■ Task prompt: Which lines in the data below contain the string "main"? Show each one.

Entries taken from a collection:

*** Block opens ***

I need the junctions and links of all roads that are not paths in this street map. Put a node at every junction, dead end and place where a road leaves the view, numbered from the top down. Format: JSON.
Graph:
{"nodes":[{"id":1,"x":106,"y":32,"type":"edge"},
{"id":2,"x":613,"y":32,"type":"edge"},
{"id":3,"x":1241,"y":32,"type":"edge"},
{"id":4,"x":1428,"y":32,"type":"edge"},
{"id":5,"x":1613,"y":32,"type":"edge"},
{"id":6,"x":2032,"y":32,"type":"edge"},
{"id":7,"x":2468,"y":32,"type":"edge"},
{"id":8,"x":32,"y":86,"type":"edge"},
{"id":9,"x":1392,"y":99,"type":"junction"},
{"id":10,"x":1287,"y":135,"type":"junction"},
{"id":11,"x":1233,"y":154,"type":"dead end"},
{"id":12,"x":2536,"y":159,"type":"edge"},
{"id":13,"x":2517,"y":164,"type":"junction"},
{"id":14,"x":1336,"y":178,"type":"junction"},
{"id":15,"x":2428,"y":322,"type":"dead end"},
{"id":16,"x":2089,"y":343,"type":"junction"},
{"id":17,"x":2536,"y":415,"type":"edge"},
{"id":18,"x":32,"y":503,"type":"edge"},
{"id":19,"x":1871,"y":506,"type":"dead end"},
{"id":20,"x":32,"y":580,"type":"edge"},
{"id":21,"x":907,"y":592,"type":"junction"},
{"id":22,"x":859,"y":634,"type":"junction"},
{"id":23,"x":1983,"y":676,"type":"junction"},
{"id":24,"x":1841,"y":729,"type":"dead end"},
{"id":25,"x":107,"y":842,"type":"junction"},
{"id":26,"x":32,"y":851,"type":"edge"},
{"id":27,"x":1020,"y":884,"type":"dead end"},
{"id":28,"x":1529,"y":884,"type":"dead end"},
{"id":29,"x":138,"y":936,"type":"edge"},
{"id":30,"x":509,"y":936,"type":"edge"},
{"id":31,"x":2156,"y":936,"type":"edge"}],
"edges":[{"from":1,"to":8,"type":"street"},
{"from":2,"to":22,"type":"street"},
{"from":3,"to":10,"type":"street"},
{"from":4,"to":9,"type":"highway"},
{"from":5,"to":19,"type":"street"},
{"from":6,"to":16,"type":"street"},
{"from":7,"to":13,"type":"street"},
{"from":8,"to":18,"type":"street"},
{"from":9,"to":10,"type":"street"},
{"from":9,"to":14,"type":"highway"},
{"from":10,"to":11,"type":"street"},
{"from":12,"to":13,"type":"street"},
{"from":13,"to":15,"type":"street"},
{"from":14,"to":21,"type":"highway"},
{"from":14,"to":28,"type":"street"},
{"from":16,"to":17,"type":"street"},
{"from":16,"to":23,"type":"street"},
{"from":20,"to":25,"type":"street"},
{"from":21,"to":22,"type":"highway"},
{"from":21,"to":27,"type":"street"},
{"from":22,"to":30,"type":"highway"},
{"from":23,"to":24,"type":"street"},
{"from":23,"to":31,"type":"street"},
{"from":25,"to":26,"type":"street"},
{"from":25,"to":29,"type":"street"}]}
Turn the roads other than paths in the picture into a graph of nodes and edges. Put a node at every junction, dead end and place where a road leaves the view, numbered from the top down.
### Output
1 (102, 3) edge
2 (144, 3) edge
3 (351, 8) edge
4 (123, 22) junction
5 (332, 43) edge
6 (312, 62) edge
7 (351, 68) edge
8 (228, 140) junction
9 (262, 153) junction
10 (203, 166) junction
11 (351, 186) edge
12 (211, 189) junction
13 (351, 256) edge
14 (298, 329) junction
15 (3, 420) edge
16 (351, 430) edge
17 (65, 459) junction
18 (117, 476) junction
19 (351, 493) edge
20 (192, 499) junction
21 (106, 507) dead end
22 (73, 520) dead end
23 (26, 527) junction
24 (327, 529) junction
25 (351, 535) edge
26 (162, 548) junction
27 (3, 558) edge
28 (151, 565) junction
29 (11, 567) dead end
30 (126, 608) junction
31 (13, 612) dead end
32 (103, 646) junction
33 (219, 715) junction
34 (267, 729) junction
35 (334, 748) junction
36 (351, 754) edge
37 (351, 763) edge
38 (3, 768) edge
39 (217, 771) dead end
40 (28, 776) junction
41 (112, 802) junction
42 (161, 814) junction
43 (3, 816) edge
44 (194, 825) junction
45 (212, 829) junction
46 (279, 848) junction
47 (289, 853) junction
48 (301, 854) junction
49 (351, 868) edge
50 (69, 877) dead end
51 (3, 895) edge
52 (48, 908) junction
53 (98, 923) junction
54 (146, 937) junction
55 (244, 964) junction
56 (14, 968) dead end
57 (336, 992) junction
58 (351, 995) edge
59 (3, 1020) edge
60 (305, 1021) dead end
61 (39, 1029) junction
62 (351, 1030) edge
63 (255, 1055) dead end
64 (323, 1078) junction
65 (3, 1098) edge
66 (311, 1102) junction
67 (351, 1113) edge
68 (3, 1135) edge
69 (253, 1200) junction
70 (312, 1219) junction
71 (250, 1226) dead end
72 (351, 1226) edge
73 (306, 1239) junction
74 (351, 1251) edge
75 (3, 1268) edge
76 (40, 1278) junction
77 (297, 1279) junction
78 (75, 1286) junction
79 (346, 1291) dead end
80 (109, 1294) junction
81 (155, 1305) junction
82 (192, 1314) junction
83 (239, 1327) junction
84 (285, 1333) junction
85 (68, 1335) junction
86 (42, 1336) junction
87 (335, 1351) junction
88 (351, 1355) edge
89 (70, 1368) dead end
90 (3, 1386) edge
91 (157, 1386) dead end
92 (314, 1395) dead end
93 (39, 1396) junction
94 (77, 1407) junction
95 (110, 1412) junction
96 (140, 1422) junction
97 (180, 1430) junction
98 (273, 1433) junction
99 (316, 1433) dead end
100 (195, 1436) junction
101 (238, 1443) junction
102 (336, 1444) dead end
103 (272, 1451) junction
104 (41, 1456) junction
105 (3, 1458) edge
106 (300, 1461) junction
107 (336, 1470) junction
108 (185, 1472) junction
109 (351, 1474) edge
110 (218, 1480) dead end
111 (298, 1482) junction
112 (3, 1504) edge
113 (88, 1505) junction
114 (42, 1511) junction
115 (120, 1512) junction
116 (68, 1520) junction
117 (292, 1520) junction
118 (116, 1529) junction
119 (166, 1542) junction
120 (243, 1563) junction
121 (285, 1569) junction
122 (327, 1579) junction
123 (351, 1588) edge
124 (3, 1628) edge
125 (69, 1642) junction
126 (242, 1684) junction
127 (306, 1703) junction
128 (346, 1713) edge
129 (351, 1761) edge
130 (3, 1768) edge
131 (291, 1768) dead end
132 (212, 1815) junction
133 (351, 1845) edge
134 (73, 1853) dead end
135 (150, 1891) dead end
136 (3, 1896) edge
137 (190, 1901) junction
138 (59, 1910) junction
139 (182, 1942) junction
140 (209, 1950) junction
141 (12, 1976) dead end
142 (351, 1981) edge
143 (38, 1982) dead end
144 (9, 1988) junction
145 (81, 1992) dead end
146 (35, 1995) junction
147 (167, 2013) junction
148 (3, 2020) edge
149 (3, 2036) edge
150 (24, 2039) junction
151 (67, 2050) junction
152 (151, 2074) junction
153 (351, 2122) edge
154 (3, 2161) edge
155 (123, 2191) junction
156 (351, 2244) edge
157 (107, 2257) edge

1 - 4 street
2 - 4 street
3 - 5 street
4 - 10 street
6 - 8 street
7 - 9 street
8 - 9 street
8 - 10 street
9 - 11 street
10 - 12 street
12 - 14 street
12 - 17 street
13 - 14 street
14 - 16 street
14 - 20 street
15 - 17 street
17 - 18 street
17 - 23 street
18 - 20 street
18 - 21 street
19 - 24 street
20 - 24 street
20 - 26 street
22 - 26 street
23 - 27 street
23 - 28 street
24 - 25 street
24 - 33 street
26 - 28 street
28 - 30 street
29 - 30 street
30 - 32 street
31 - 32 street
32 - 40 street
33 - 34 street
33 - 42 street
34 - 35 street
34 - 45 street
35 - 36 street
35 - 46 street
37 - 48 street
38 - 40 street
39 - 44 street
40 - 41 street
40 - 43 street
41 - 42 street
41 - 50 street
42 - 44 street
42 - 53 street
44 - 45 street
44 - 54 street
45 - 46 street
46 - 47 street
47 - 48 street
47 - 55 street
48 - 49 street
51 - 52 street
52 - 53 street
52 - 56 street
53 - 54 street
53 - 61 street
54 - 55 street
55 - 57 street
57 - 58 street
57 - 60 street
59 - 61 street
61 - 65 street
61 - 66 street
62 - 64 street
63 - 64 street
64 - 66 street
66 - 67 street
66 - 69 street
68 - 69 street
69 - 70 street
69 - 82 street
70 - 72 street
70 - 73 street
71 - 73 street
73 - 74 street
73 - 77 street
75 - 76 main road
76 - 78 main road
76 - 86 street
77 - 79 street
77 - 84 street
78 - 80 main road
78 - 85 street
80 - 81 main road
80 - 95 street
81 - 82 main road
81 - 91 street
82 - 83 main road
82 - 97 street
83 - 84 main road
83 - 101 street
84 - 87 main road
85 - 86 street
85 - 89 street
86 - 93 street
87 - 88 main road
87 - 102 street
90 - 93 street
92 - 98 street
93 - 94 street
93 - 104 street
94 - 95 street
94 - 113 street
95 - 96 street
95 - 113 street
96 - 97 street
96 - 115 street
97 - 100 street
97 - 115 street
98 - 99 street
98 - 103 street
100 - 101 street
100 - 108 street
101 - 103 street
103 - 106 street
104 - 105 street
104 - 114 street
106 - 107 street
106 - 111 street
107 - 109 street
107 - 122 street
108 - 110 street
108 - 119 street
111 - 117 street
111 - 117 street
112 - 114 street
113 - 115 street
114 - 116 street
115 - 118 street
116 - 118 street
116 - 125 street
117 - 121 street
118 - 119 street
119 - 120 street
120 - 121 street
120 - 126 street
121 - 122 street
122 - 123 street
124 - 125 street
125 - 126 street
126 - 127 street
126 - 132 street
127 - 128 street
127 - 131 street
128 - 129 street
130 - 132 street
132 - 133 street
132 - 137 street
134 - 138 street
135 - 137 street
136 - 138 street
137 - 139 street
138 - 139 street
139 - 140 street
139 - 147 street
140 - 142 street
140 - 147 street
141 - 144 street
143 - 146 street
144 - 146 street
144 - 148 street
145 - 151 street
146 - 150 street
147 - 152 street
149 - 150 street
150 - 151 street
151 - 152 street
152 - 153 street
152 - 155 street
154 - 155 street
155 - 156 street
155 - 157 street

*** Block closes ***

■ Worked solution:
75 - 76 main road
76 - 78 main road
78 - 80 main road
80 - 81 main road
81 - 82 main road
82 - 83 main road
83 - 84 main road
84 - 87 main road
87 - 88 main road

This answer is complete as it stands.